Climate change is predicted to add another $53 billion of damages. The damage caused by climate change is equal to 0.01 percent of GDP in 2100.
The United States and China will be hardest hit, incurring $25 billion and $15 billion of the additional damages from climate change, respectively, amounting to 75 percent of the global damages caused by climate change. Small islands, especially in the Caribbean, will also be hit hard, suffering the highest damages per unit of GDP.
The research reveals that more intense storms will become more frequent with climate change. “The biggest storms cause most of the damage,” said Robert Mendelsohn, the lead economist on the project. “With the present climate, almost 93 percent of tropical cyclone damage is caused by only 10 percent of the storms. Warming will increase the frequency of these high-intensity storms at least in the North Pacific and North Atlantic Ocean basins, causing most of the increase in damage.”

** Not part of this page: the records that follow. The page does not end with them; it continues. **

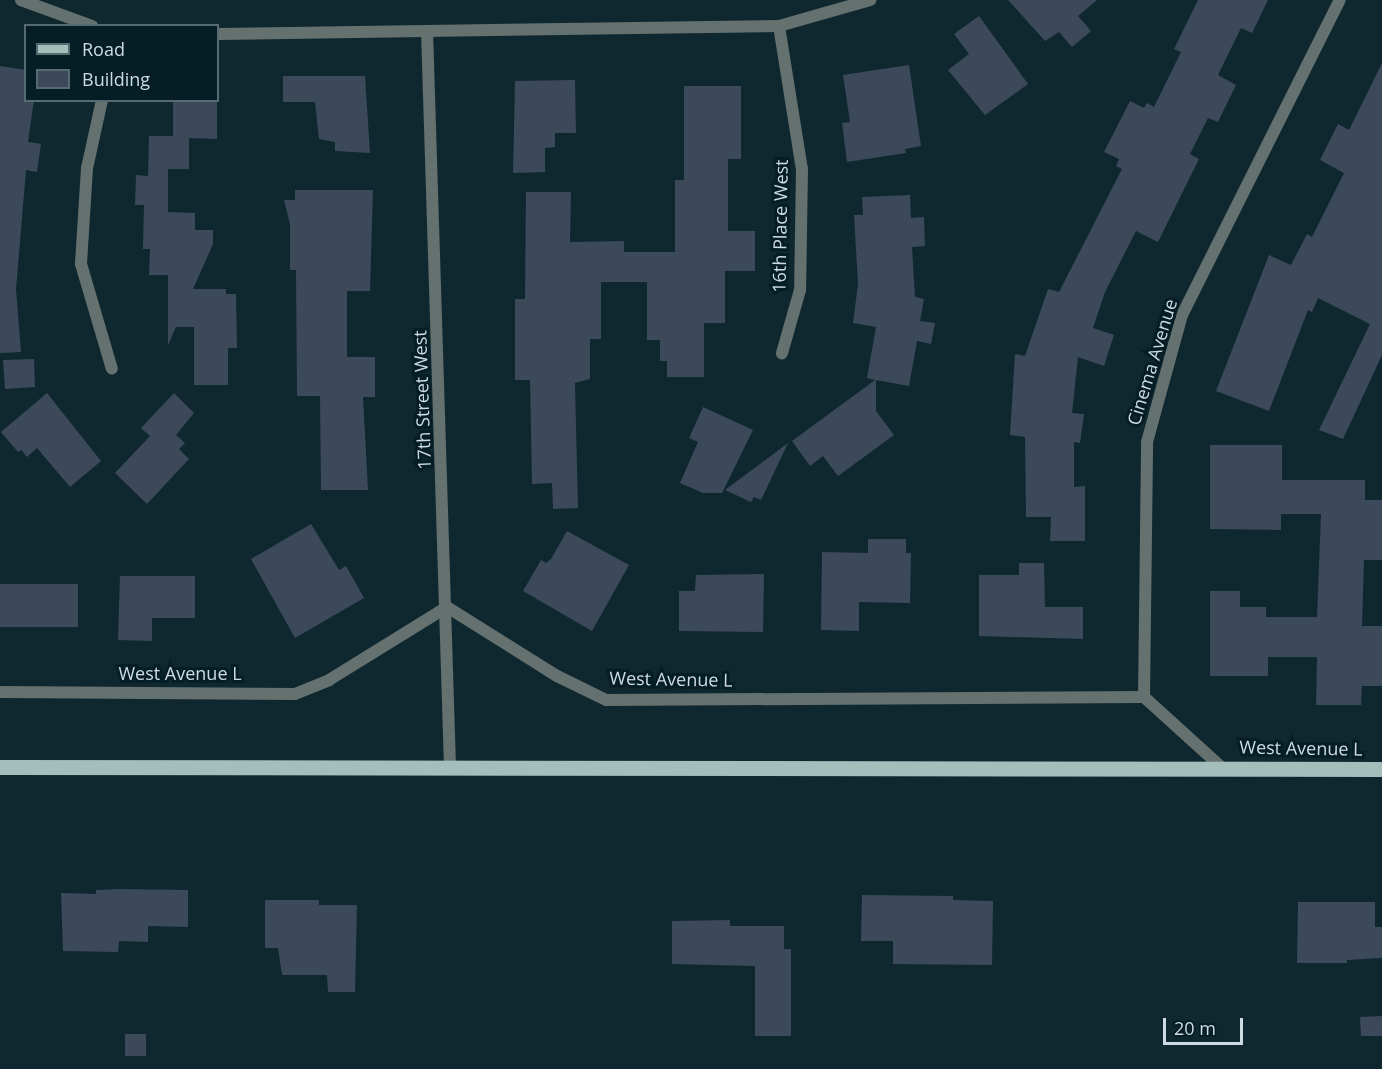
<!DOCTYPE html>
<html>
<head>
<meta charset="utf-8">
<style>
  body { margin:0 }
  #map { position:relative; width:1382px; height:1069px; overflow:hidden; background:#0f2830; font-family:"Open Sans",sans-serif }
  div>[style] { position:absolute }
  [style*='--x'] { left:calc(var(--x)*1px); top:calc(var(--y)*1px); width:calc(var(--w)*1px); rotate:calc(var(--a)*1deg) }
  .building>* { inset:0; background:#3b495a }
  .street>* { height:12px; margin:-6px; padding:0 6px; transform-origin:6px; border-radius:6px; background:#64716f }
  .primary>* { height:15px; margin:-7.5px; padding:0 7.5px; transform-origin:7.5px; border-radius:7.5px; background:#a4bebb }
  span { translate:-50% -50%; white-space:nowrap; text-align:center; line-height:1.15; -webkit-text-stroke:6px #051e26; paint-order:stroke }
  .street-label { font-size:18px; color:#cedce1 }
  .legend { position:absolute; left:24px; top:24px; width:195px; height:78px; box-sizing:border-box; background:#051e26; border:2px solid #556a71; margin:0; padding:8px 10px; list-style:none; font-size:18px; color:#cedce1 }
  .legend li { display:flex; align-items:center; gap:12px; height:30px }
  .legend b { width:30px; border:2px solid #556a71 }
  .scale { position:absolute; left:1163px; top:1018px; width:80px; height:27px; box-sizing:border-box; border:3px solid #cedce1; border-top:0; padding-left:8px; font-size:18px; line-height:21px; white-space:nowrap; color:#cedce1; -webkit-text-stroke:4px #051e26; paint-order:stroke }
</style>
</head>
<body>
<div id="map">
  <div class="building">
    <i style="clip-path:polygon(1008px 0,1097px 0,1078px 16px,1091px 31px,1072px 47px,1059px 32px,1045px 41px)"></i>
    <i style="clip-path:polygon(1198px 0,1268px 0,1252px 33px,1241px 28px,1218px 75px,1236px 85px,1218px 122px,1208px 118px,1190px 154px,1199px 159px,1158px 242px,1136px 231px,1105px 292px,1093px 328px,1114px 335px,1104px 366px,1078px 357px,1072px 413px,1084px 414px,1080px 443px,1074px 442px,1074px 487px,1085px 486px,1085px 541px,1050px 541px,1051px 517px,1026px 517px,1025px 437px,1010px 435px,1015px 354px,1025px 356px,1048px 289px,1059px 292px,1122px 169px,1116px 166px,1119px 159px,1104px 152px,1130px 101px,1144px 108px,1147px 103px,1154px 107px,1181px 52px,1174px 49px)"></i>
    <i style="clip-path:polygon(979px 16px,1028px 84px,985px 115px,948px 70px,969px 54px,954px 34px)"></i>
    <i style="clip-path:polygon(1382px 63px,1382px 355px,1343px 439px,1319px 430px,1370px 324px,1318px 298px,1312px 312px,1308px 310px,1269px 411px,1216px 391px,1269px 255px,1291px 265px,1307px 234px,1312px 237px,1344px 173px,1320px 160px,1338px 124px,1349px 130px)"></i>
    <i style="clip-path:polygon(909px 65px,921px 146px,905px 149px,906px 153px,847px 162px,842px 123px,850px 122px,843px 75px)"></i>
    <i style="clip-path:polygon(0 66px,26px 70px,26px 100px,34px 100px,28px 142px,41px 144px,37px 172px,26px 170px,16px 289px,21px 352px,0 353px)"></i>
    <i style="clip-path:polygon(283px 76px,365px 76px,370px 153px,335px 151px,335px 142px,319px 139px,315px 102px,283px 102px)"></i>
    <i style="clip-path:polygon(575px 80px,576px 133px,555px 133px,555px 147px,545px 148px,545px 172px,513px 173px,515px 81px)"></i>
    <i style="clip-path:polygon(684px 86px,741px 86px,741px 159px,728px 159px,728px 231px,755px 231px,755px 271px,725px 271px,725px 323px,704px 323px,704px 377px,667px 377px,667px 361px,660px 361px,660px 340px,647px 340px,647px 282px,601px 282px,601px 339px,590px 339px,590px 379px,575px 383px,578px 508px,553px 509px,552px 483px,532px 484px,530px 380px,515px 380px,515px 299px,525px 299px,526px 192px,571px 192px,570px 242px,624px 241px,624px 252px,675px 252px,675px 180px,684px 180px)"></i>
    <i style="clip-path:polygon(173px 100px,217px 100px,217px 139px,189px 138px,189px 169px,168px 169px,168px 212px,195px 213px,195px 230px,213px 230px,213px 244px,193px 289px,226px 289px,226px 294px,236px 294px,237px 348px,228px 348px,228px 385px,194px 385px,194px 327px,176px 327px,168px 345px,168px 275px,149px 275px,150px 249px,143px 249px,144px 205px,135px 205px,136px 175px,148px 176px,149px 136px,173px 136px)"></i>
    <i style="clip-path:polygon(295px 190px,373px 190px,370px 291px,347px 291px,347px 357px,375px 357px,375px 397px,363px 397px,368px 490px,321px 490px,320px 396px,297px 396px,296px 270px,290px 270px,290px 224px,284px 200px,295px 200px)"></i>
    <i style="clip-path:polygon(910px 195px,911px 218px,924px 217px,925px 246px,912px 247px,915px 297px,924px 299px,920px 321px,935px 323px,931px 344px,917px 341px,909px 386px,876px 380px,876px 411px,894px 435px,838px 476px,823px 456px,810px 466px,792px 441px,875px 380px,867px 378px,876px 327px,853px 323px,858px 284px,854px 215px,863px 215px,862px 197px)"></i>
    <i style="clip-path:polygon(34px 359px,35px 387px,5px 389px,3px 360px)"></i>
    <i style="clip-path:polygon(47px 393px,101px 461px,70px 487px,37px 448px,27px 457px,21px 450px,18px 452px,1px 432px)"></i>
    <i style="clip-path:polygon(174px 393px,194px 413px,176px 435px,185px 443px,179px 449px,189px 459px,147px 504px,115px 473px,150px 436px,141px 428px)"></i>
    <i style="clip-path:polygon(703px 407px,753px 430px,722px 493px,703px 493px,680px 483px,698px 442px,689px 438px)"></i>
    <i style="clip-path:polygon(788px 443px,761px 500px,754px 497px,751px 502px,725px 490px)"></i>
    <i style="clip-path:polygon(1210px 445px,1282px 445px,1282px 480px,1365px 480px,1365px 500px,1382px 500px,1382px 560px,1364px 560px,1362px 626px,1382px 626px,1382px 686px,1362px 686px,1361px 705px,1316px 705px,1317px 657px,1268px 657px,1268px 676px,1210px 676px,1210px 591px,1240px 591px,1240px 607px,1266px 607px,1266px 617px,1317px 617px,1321px 514px,1281px 514px,1281px 530px,1210px 529px)"></i>
    <i style="clip-path:polygon(311px 524px,339px 570px,346px 566px,364px 598px,295px 638px,251px 559px)"></i>
    <i style="clip-path:polygon(567px 531px,629px 565px,592px 631px,523px 591px,541px 560px,546px 563px,551px 559px)"></i>
    <i style="clip-path:polygon(868px 539px,906px 539px,906px 553px,911px 553px,910px 603px,859px 602px,859px 631px,821px 630px,822px 552px,868px 553px)"></i>
    <i style="clip-path:polygon(1019px 563px,1044px 563px,1045px 607px,1083px 607px,1083px 639px,979px 636px,979px 575px,1019px 575px)"></i>
    <i style="clip-path:polygon(764px 574px,763px 632px,679px 631px,679px 591px,695px 591px,696px 575px)"></i>
    <i style="clip-path:polygon(120px 576px,195px 576px,195px 618px,152px 618px,152px 641px,118px 640px)"></i>
    <i style="clip-path:polygon(0 584px,78px 584px,78px 627px,0 627px)"></i>
    <i style="clip-path:polygon(119px 889px,188px 890px,188px 927px,148px 926px,148px 942px,119px 941px,118px 952px,63px 951px,61px 893px,96px 894px,96px 890px)"></i>
    <i style="clip-path:polygon(862px 895px,953px 896px,953px 900px,993px 901px,992px 965px,893px 964px,893px 941px,861px 941px)"></i>
    <i style="clip-path:polygon(265px 900px,319px 900px,319px 905px,357px 905px,355px 992px,328px 992px,327px 975px,282px 975px,278px 948px,265px 948px)"></i>
    <i style="clip-path:polygon(1298px 902px,1375px 902px,1375px 927px,1382px 927px,1382px 958px,1347px 960px,1347px 963px,1297px 963px)"></i>
    <i style="clip-path:polygon(730px 920px,730px 926px,784px 926px,784px 949px,791px 949px,791px 1036px,755px 1036px,755px 966px,672px 964px,672px 921px)"></i>
    <i style="clip-path:polygon(1382px 1016px,1382px 1036px,1361px 1036px,1360px 1017px)"></i>
    <i style="clip-path:polygon(125px 1034px,146px 1034px,146px 1056px,125px 1056px)"></i>
  </div>
  <div class="street">
    <i style="--x:21;--y:0;--w:76;--a:20.1"></i>
    <i style="--x:779;--y:26;--w:145;--a:80.9"></i>
    <i style="--x:802;--y:169;--w:121;--a:90.9"></i>
    <i style="--x:800;--y:290;--w:66;--a:105.9"></i>
    <i style="--x:427;--y:31;--w:737;--a:88.21"></i>
    <i style="--x:218;--y:34;--w:561;--a:-0.82"></i>
    <i style="--x:779;--y:26;--w:95;--a:-15.9"></i>
    <i style="--x:102;--y:100;--w:70;--a:102.4"></i>
    <i style="--x:87;--y:168;--w:96;--a:93.6"></i>
    <i style="--x:81;--y:264;--w:109;--a:73.6"></i>
    <i style="--x:0;--y:692;--w:295;--a:0.4"></i>
    <i style="--x:295;--y:694;--w:37;--a:-22"></i>
    <i style="--x:329;--y:680;--w:139;--a:-31.7"></i>
    <i style="--x:447;--y:607;--w:130;--a:32.1"></i>
    <i style="--x:557;--y:676;--w:55;--a:26.1"></i>
    <i style="--x:606;--y:700;--w:538;--a:-0.32"></i>
    <i style="--x:1144;--y:697;--w:103;--a:42.2"></i>
    <i style="--x:1144;--y:697;--w:255;--a:-89.3"></i>
    <i style="--x:1147;--y:442;--w:132;--a:-74.6"></i>
    <i style="--x:1182;--y:315;--w:352;--a:-63.4"></i>
  </div>
  <div class="primary">
    <i style="--x:0;--y:767;--w:1382;--a:0.08"></i>
  </div>
  <div class="street-label">
    <span style="left:780px;top:226px;rotate:-89deg">16th Place West</span>
    <span style="left:1152px;top:362px;rotate:-73deg">Cinema Avenue</span>
    <span style="left:422px;top:400px;rotate:-92deg">17th Street West</span>
    <span style="left:180px;top:673px">West Avenue L</span>
    <span style="left:671px;top:679px;rotate:1deg">West Avenue L</span>
    <span style="left:1301px;top:748px;rotate:1deg">West Avenue L</span>
  </div>
  <ul class="legend">
  <li><b style="height:8px;background:#a4bebb"></b>Road</li>
  <li><b style="height:16px;background:#3b495a"></b>Building</li>
  </ul>
  <div class="scale">20 m</div>
</div>
</body>
</html>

The authors based their estimates on a future global population of 9 billion and an annual increase of approximately 3 percent in gross world product until 2100. “More people making a lot more income will put more capital in harm’s way,” he said.
Tropical cyclones today cause $26 billion in global damages, which is 4 percent of gross world product. North America and East Asia account for 88 percent of these damages, because these regions have powerful storms and well-developed coastlines.
The future economic damage from tropical cyclones will be less than $1 billion a year in Europe and South America because there are few storms there, and the damage in Africa will be low because, Mendelsohn said, there is “relatively little in harm’s way.” Damages in Asia and Central America are expected to grow rapidly in concert with high economic growth. The Caribbean-Central America region will have the highest damage per unit of gross domestic product — 37 percent.
“When you calculate damages as a fraction of GDP, island nations are hit disproportionately hard,” he said.
The paper, “The Impact of Climate Change on Global Tropical Cyclone Damage”, used a tropical cyclone integrated assessment model that was developed with Kerry Emanuel, a professor of atmospheric science at MIT. “The paper demonstrates how to integrate the atmospheric science of tropical cyclones and economics,” said Emanuel.
The tropical cyclone model is used in conjunction with climate models to predict how the frequency, intensity and location of tropical cyclones change in the seven ocean basins of the world. The paths of 17,000 synthetic storms are followed until they strike land. The authors used historical data to estimate the damages caused by the intensity of each cyclone and what was in harm’s way. The paper revealed that minimum barometric pressure predicts damages more accurately than maximum wind speed.